Despite Upswing in Sales, Quarto Reports Loss in 2016

In reporting its financial results for 2016, the Quarto Group emphasized the strength of its publishing operations as the company continued to shed its non-publishing businesses.


Earlier this year, Quarto announced the sale of its Australian-based Books & Gifts Direct business and its Regent Publishing Services unit based in Hong Kong. While Regent added $1.6 million to Quarto’s earnings last year, BGD lost $9.8 million. In connection with the sale of BGD, Quarto took a $14.2 million impairment charge in 2016 which was the major factor in the company reporting a loss of $5.3 million in 2016 compared to earnings of $8.5 million in 2015. Sales were up 3% over 2015, to $188.4 million.


In releasing its results, Quarto CEO Marcus Leaver stressed that the sale of Regent and BDG will allow Quarto to focus on its publishing business. In 2016, publishing revenue rose 6% over 2015, to $154.6 million, and adjusted operating profit increased 17% to $21.7 million. Over the last five years publishing revenue increased 26% and operating profit 70%, Leaver added. “The headline is we are now focused on publishing books and it is something we do really really well,” Leaver said. "I am very happy to just be a publishing company


Quarto’s largest unit is Quarto Publishing Group USA, which had a 12% revenue increase to $81.2 million in 2016. The company benefited from its 2016 purchases of becker & mayer and Harvard Common Press, which added $11.4 million and $1.3 million to revenues, respectively, last year.
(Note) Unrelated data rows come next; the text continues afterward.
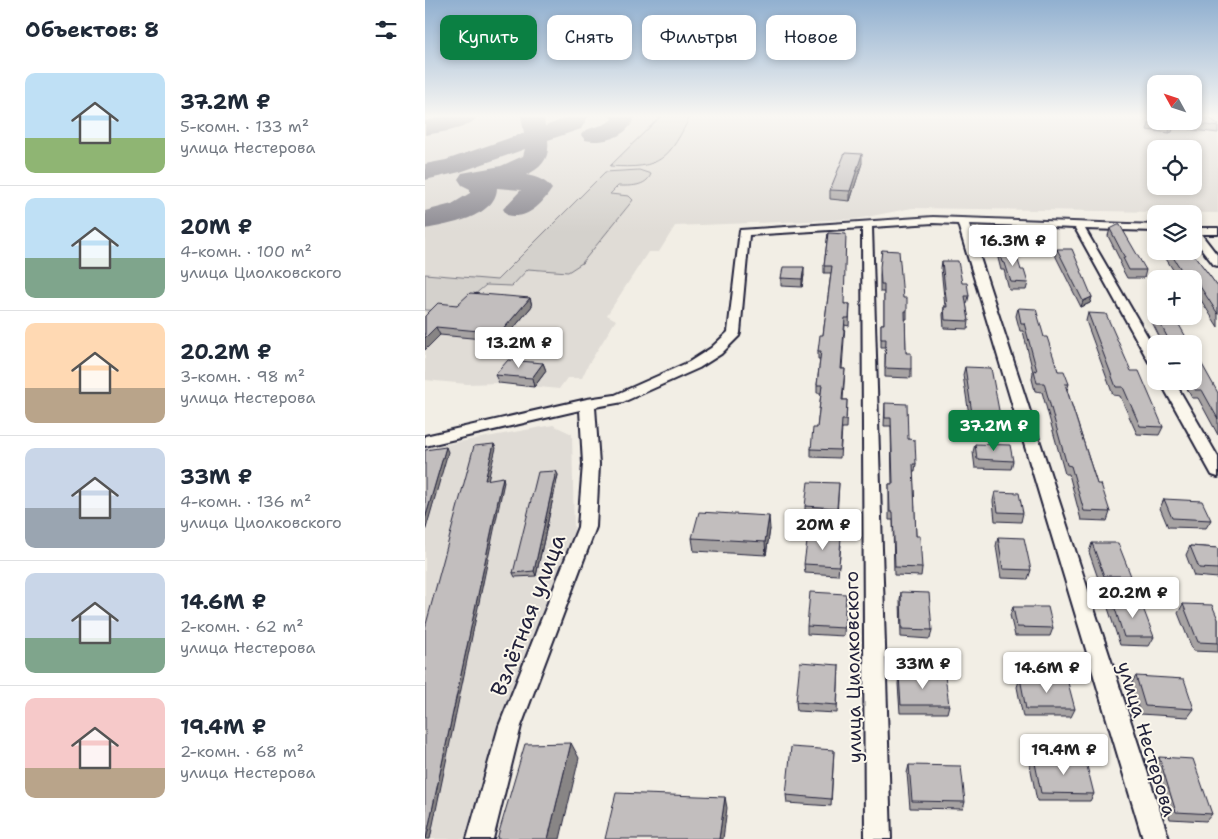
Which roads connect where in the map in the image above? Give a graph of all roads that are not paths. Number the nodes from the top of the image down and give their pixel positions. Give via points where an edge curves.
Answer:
1 (963, 222) junction
2 (867, 224) junction
3 (1078, 225) junction
4 (1147, 228) edge
5 (1202, 231) edge
6 (1218, 231) edge
7 (1202, 242) edge
8 (1218, 263) edge
9 (1147, 346) edge
10 (1172, 390) edge
11 (587, 404) junction
12 (425, 441) edge
13 (1218, 471) edge
14 (480, 839) edge
15 (877, 839) edge
16 (1156, 839) edge

1 - 2 street via 933,220
1 - 3 street
1 - 16 street, улица Нестерова
2 - 11 street via 744,232 734,333 716,351 694,365 618,398
2 - 15 street, улица Циолковского
3 - 4 street
3 - 9 street
5 - 6 street
7 - 8 street
10 - 13 street
11 - 12 street
11 - 14 street, Взлётная улица via 591,464 587,527 510,726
The company said it was pleased with results in the U.S., given the slowing sales of adult coloring books in the year, compared to 2015. In addition to the acquisitions, sales in the U.S. were helped by gains in Quarto's children’s business and the expansion of its retail channel. Quarto also added about 1,800 new accounts across a variety of its niche markets last year.
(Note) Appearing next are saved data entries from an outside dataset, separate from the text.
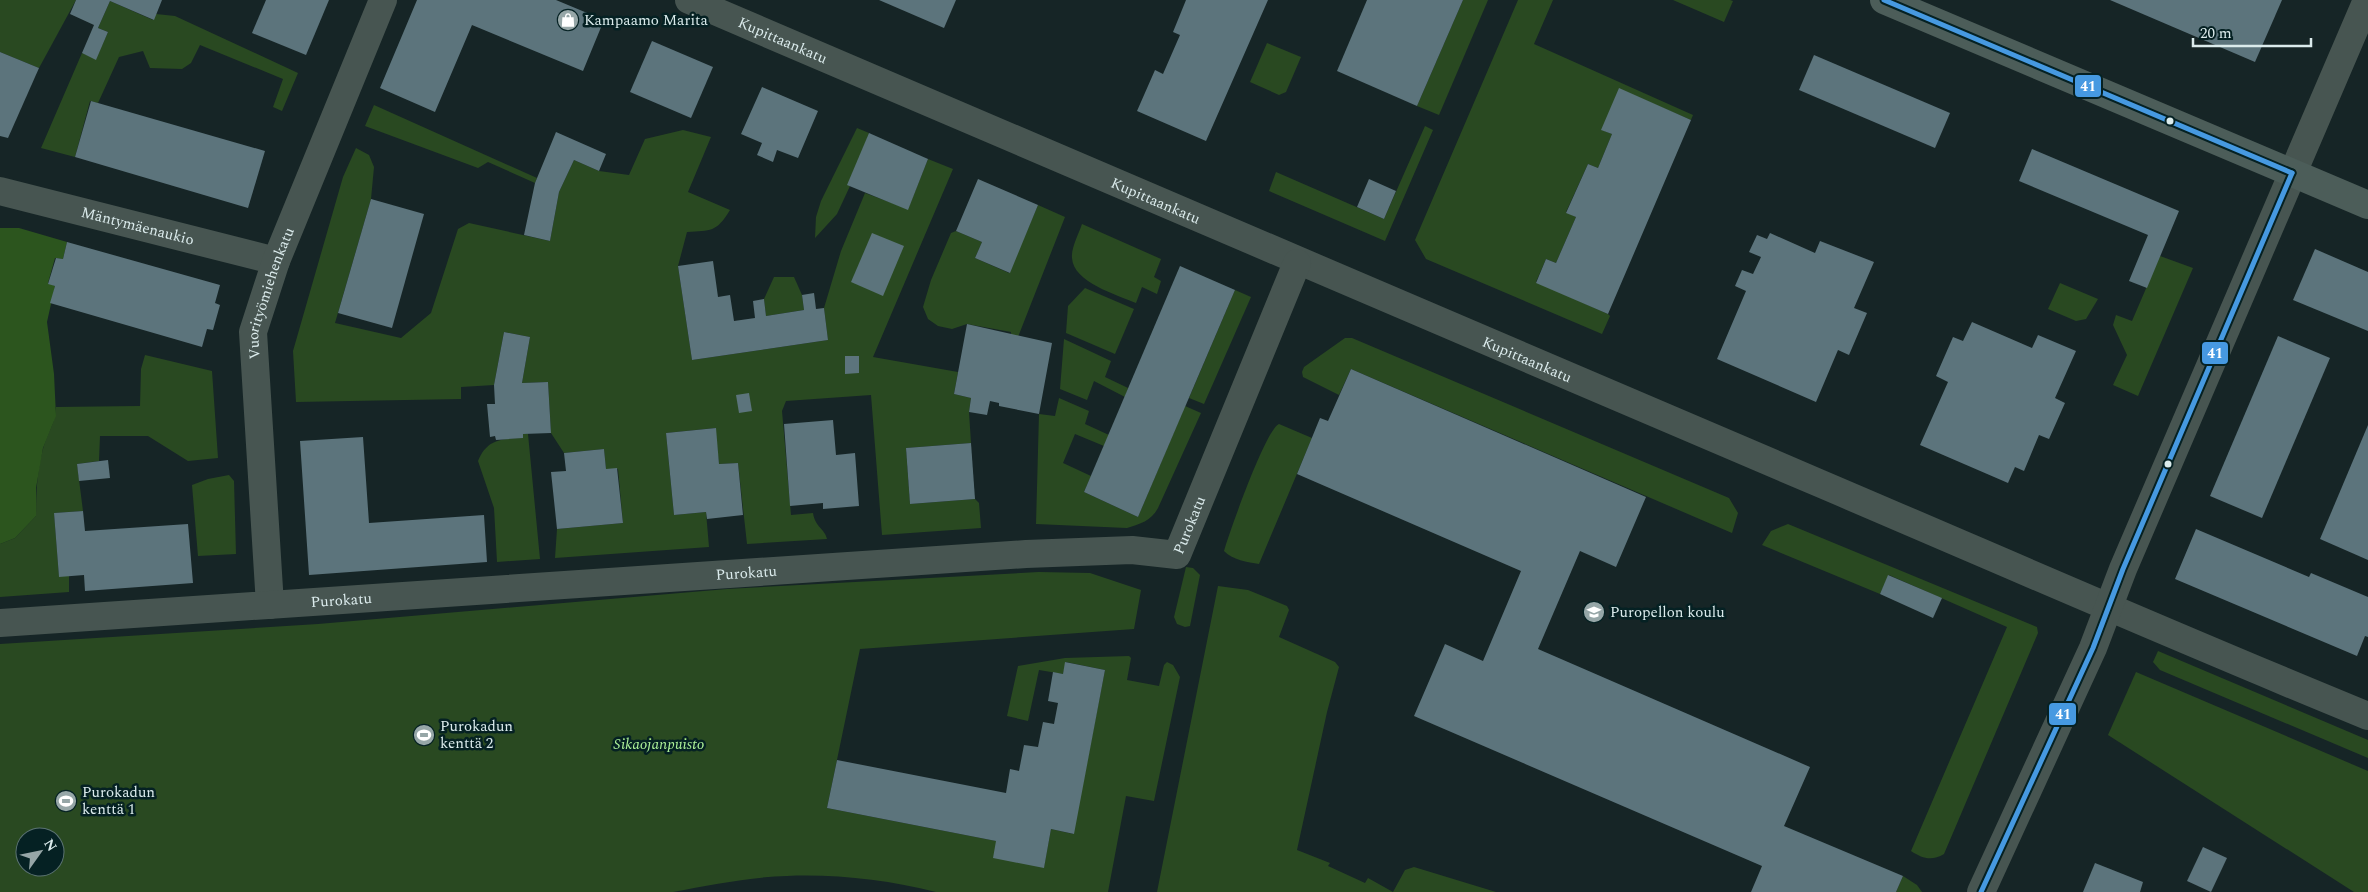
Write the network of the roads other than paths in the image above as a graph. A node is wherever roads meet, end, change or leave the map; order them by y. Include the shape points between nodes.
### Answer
1 (383, 0) edge
2 (689, 0) edge
3 (1884, 0) edge
4 (2367, 0) edge
5 (2292, 173) junction
6 (0, 191) edge
7 (2368, 206) edge
8 (276, 261) junction
9 (1298, 263) junction
10 (270, 605) junction
11 (2109, 608) junction
12 (0, 623) edge
13 (2368, 716) edge
14 (1981, 892) edge

1 - 8 street, Vuorityömiehenkatu
2 - 9 street, Kupittaankatu
3 - 5 main road
4 - 5 street
5 - 7 main road
5 - 11 street
6 - 8 street, Mäntymäenaukio
8 - 10 street, Vuorityömiehenkatu via 253,332
9 - 10 street, Purokatu via 1177,555 1132,550 1026,554
9 - 11 street, Kupittaankatu
10 - 12 street, Purokatu
11 - 13 street, Kupittaankatu
11 - 14 street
In the U.K., sales fell 6%, to $21.5 million, due to the negative impact of currency exchange. Additionally, the company acknowledged that the U.K. market was somewhat softer in 2016 than in 2015, due in part to uncertainty caused by Brexit.


The Quarto International Co-Editions Group posted a 4% increase in sales last year, to $51.9 million, which it attributed to good results in its children’s imprints. The “outstanding performance” by Ivy Press, which was acquired in 2015, was highlighted.
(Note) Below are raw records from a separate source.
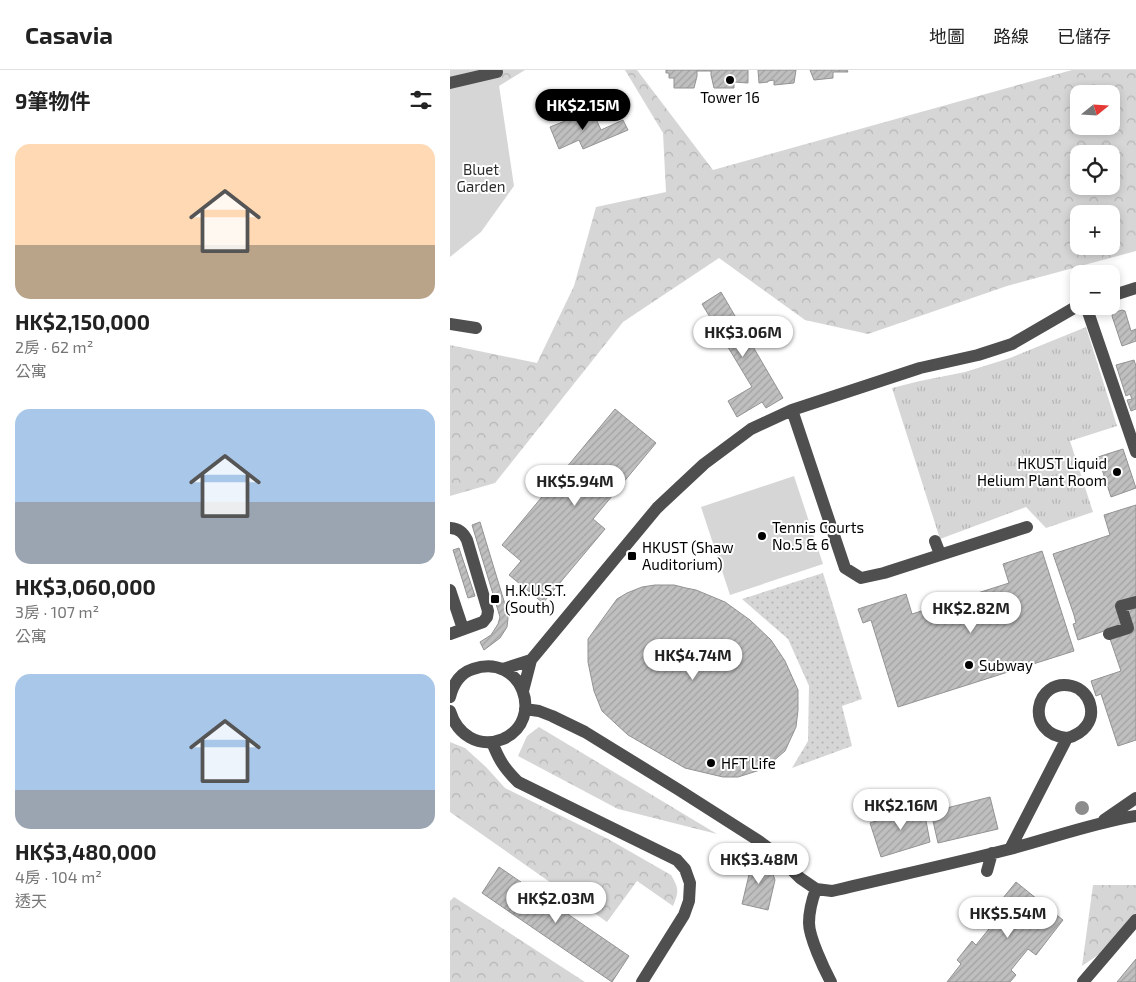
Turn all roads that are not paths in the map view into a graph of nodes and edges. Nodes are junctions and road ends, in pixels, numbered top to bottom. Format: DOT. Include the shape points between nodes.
graph roads {
  1 [pos="497,72"];
  2 [pos="450,83"];
  3 [pos="1136,288"];
  4 [pos="1120,293"];
  5 [pos="1070,310"];
  6 [pos="1089,315"];
  7 [pos="450,324"];
  8 [pos="476,328"];
  9 [pos="792,410"];
  10 [pos="1136,452"];
  11 [pos="1027,527"];
  12 [pos="450,528"];
  13 [pos="935,541"];
  14 [pos="940,554"];
  15 [pos="450,590"];
  16 [pos="1136,602"];
  17 [pos="463,630"];
  18 [pos="450,634"];
  19 [pos="1108,634"];
  20 [pos="531,660"];
  21 [pos="503,669"];
  22 [pos="455,680"];
  23 [pos="523,691"];
  24 [pos="450,697"];
  25 [pos="525,710"];
  26 [pos="450,711"];
  27 [pos="454,727"];
  28 [pos="1068,738"];
  29 [pos="492,742"];
  30 [pos="1136,798"];
  31 [pos="1136,816"];
  32 [pos="1097,824"];
  33 [pos="1010,849"];
  34 [pos="992,853"];
  35 [pos="987,871"];
  36 [pos="816,889"];
  37 [pos="1136,920"];
  38 [pos="642,982"];
  39 [pos="831,982"];
  40 [pos="1083,982"];
  1 -- 2 [label="street"];
  3 -- 4 [label="street"];
  5 -- 9 [label="street" via="1012,344 920,368"];
  6 -- 10 [label="street"];
  7 -- 8 [label="street"];
  9 -- 14 [label="street" via="845,568 861,578"];
  9 -- 20 [label="street" via="751,429 711,458 657,508"];
  11 -- 14 [label="street"];
  12 -- 17 [label="street" via="458,529 467,540 488,612 483,622"];
  13 -- 14 [label="street"];
  15 -- 17 [label="street"];
  16 -- 19 [label="street" via="1121,606 1128,628"];
  17 -- 18 [label="street"];
  20 -- 21 [label="street"];
  20 -- 23 [label="street"];
  21 -- 22 [label="street" via="480,666"];
  21 -- 23 [label="street" via="512,675"];
  22 -- 24 [label="street"];
  23 -- 25 [label="street"];
  25 -- 29 [label="street" via="513,733"];
  25 -- 36 [label="street" via="539,711 585,732 759,841"];
  26 -- 27 [label="street"];
  27 -- 29 [label="street" via="479,742"];
  28 -- 28 [label="street" via="1049,732 1039,717 1039,706 1048,691 1067,685 1083,692 1091,708 1087,726"];
  28 -- 33 [label="street"];
  29 -- 38 [label="street" via="506,770 518,782 677,860 685,869 690,883 684,915"];
  30 -- 32 [label="street"];
  31 -- 32 [label="street"];
  32 -- 33 [label="street"];
  33 -- 34 [label="street"];
  34 -- 35 [label="street"];
  34 -- 36 [label="street" via="832,890"];
  36 -- 39 [label="street" via="810,906 809,925"];
  37 -- 40 [label="street"];
}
Leaver noted that sales in both the U.S. and U.K. slowed towards the end of 2016. He added that, given continued uncertainty in both the U.S. and U.K., he is planning cautiously for the early part of 2017. Without making any acquisitions, he said he is targeting a 2%-3% increase in operating profit over last year. Nonetheless, Leaver noted, another acquisition is possible in 2017 “if the right property comes along.”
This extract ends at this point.